▶ Extracted data:
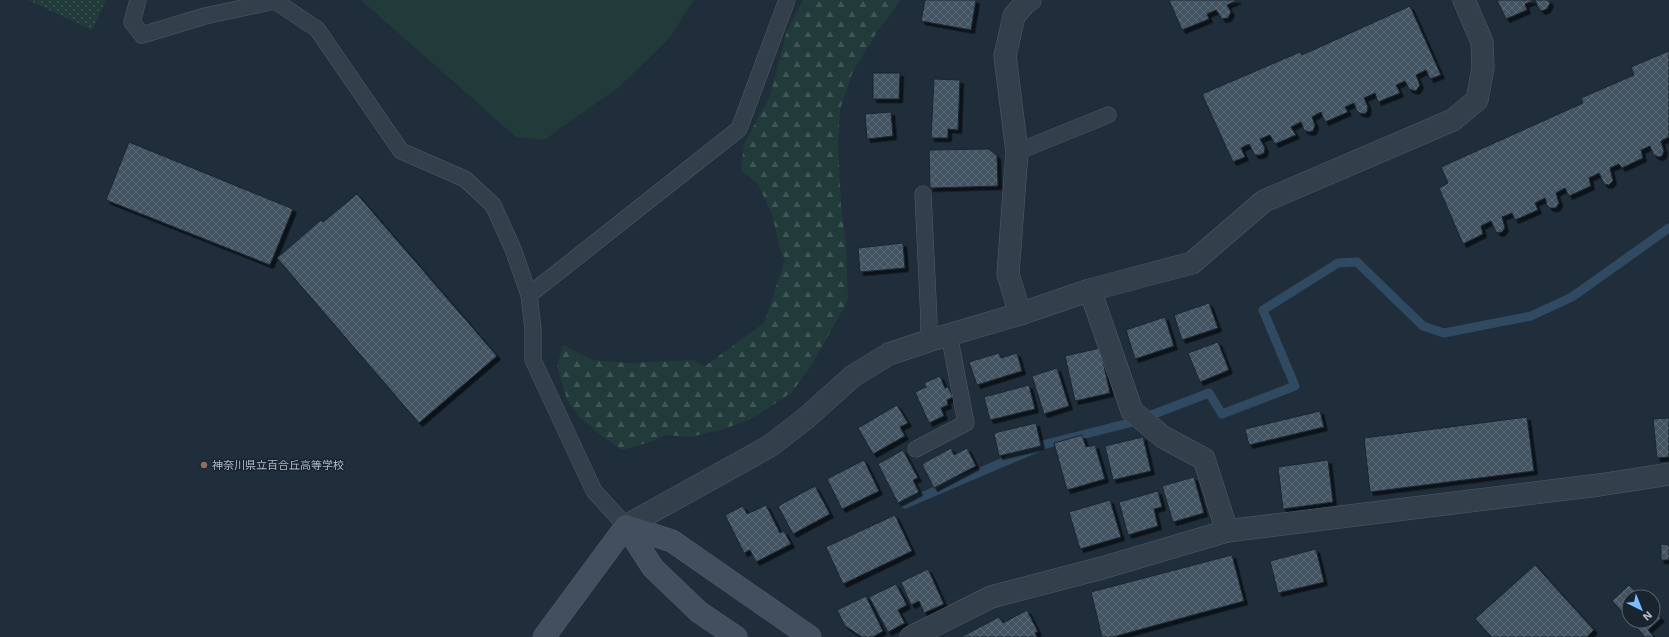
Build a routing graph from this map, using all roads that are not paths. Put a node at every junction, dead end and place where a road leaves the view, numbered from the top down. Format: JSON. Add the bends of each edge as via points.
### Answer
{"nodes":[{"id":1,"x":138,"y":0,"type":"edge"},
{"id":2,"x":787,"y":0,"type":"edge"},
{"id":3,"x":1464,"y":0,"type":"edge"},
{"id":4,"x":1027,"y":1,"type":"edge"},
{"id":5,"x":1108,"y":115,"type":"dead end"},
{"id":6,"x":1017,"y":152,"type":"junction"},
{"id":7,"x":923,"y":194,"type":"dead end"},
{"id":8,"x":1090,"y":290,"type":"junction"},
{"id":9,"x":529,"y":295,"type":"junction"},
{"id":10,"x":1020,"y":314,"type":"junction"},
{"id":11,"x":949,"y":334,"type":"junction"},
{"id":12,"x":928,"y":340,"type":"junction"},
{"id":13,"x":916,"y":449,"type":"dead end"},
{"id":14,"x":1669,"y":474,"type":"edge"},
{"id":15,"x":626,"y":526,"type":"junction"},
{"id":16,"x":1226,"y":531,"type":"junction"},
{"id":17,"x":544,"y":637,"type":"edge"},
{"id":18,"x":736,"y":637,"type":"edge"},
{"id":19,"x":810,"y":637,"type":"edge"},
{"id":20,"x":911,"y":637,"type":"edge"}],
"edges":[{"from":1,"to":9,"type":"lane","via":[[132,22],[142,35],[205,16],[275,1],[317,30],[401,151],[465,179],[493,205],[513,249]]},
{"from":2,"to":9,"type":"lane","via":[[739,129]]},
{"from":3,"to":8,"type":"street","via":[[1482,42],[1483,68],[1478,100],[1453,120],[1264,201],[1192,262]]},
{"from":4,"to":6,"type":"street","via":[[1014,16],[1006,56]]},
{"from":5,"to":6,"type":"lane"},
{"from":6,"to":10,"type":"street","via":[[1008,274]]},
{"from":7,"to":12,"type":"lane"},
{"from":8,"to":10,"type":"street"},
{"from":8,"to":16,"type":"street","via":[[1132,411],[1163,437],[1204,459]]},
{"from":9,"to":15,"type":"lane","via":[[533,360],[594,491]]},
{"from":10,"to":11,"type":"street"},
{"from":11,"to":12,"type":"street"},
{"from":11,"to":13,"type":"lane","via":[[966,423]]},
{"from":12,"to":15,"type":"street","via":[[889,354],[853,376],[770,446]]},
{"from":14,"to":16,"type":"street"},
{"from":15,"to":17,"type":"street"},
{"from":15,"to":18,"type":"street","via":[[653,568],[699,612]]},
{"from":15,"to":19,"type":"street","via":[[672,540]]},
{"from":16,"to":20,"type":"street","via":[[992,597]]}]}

▶ To do:
Leave the images aside and transcribe all entries exactly.

▶ Answer to this task:
Build a routing graph from this map, using all roads that are not paths. Put a node at every junction, dead end and place where a road leaves the view, numbered from the top down. Format: JSON. Add the bends of each edge as via points.
### Answer
{"nodes":[{"id":1,"x":138,"y":0,"type":"edge"},
{"id":2,"x":787,"y":0,"type":"edge"},
{"id":3,"x":1464,"y":0,"type":"edge"},
{"id":4,"x":1027,"y":1,"type":"edge"},
{"id":5,"x":1108,"y":115,"type":"dead end"},
{"id":6,"x":1017,"y":152,"type":"junction"},
{"id":7,"x":923,"y":194,"type":"dead end"},
{"id":8,"x":1090,"y":290,"type":"junction"},
{"id":9,"x":529,"y":295,"type":"junction"},
{"id":10,"x":1020,"y":314,"type":"junction"},
{"id":11,"x":949,"y":334,"type":"junction"},
{"id":12,"x":928,"y":340,"type":"junction"},
{"id":13,"x":916,"y":449,"type":"dead end"},
{"id":14,"x":1669,"y":474,"type":"edge"},
{"id":15,"x":626,"y":526,"type":"junction"},
{"id":16,"x":1226,"y":531,"type":"junction"},
{"id":17,"x":544,"y":637,"type":"edge"},
{"id":18,"x":736,"y":637,"type":"edge"},
{"id":19,"x":810,"y":637,"type":"edge"},
{"id":20,"x":911,"y":637,"type":"edge"}],
"edges":[{"from":1,"to":9,"type":"lane","via":[[132,22],[142,35],[205,16],[275,1],[317,30],[401,151],[465,179],[493,205],[513,249]]},
{"from":2,"to":9,"type":"lane","via":[[739,129]]},
{"from":3,"to":8,"type":"street","via":[[1482,42],[1483,68],[1478,100],[1453,120],[1264,201],[1192,262]]},
{"from":4,"to":6,"type":"street","via":[[1014,16],[1006,56]]},
{"from":5,"to":6,"type":"lane"},
{"from":6,"to":10,"type":"street","via":[[1008,274]]},
{"from":7,"to":12,"type":"lane"},
{"from":8,"to":10,"type":"street"},
{"from":8,"to":16,"type":"street","via":[[1132,411],[1163,437],[1204,459]]},
{"from":9,"to":15,"type":"lane","via":[[533,360],[594,491]]},
{"from":10,"to":11,"type":"street"},
{"from":11,"to":12,"type":"street"},
{"from":11,"to":13,"type":"lane","via":[[966,423]]},
{"from":12,"to":15,"type":"street","via":[[889,354],[853,376],[770,446]]},
{"from":14,"to":16,"type":"street"},
{"from":15,"to":17,"type":"street"},
{"from":15,"to":18,"type":"street","via":[[653,568],[699,612]]},
{"from":15,"to":19,"type":"street","via":[[672,540]]},
{"from":16,"to":20,"type":"street","via":[[992,597]]}]}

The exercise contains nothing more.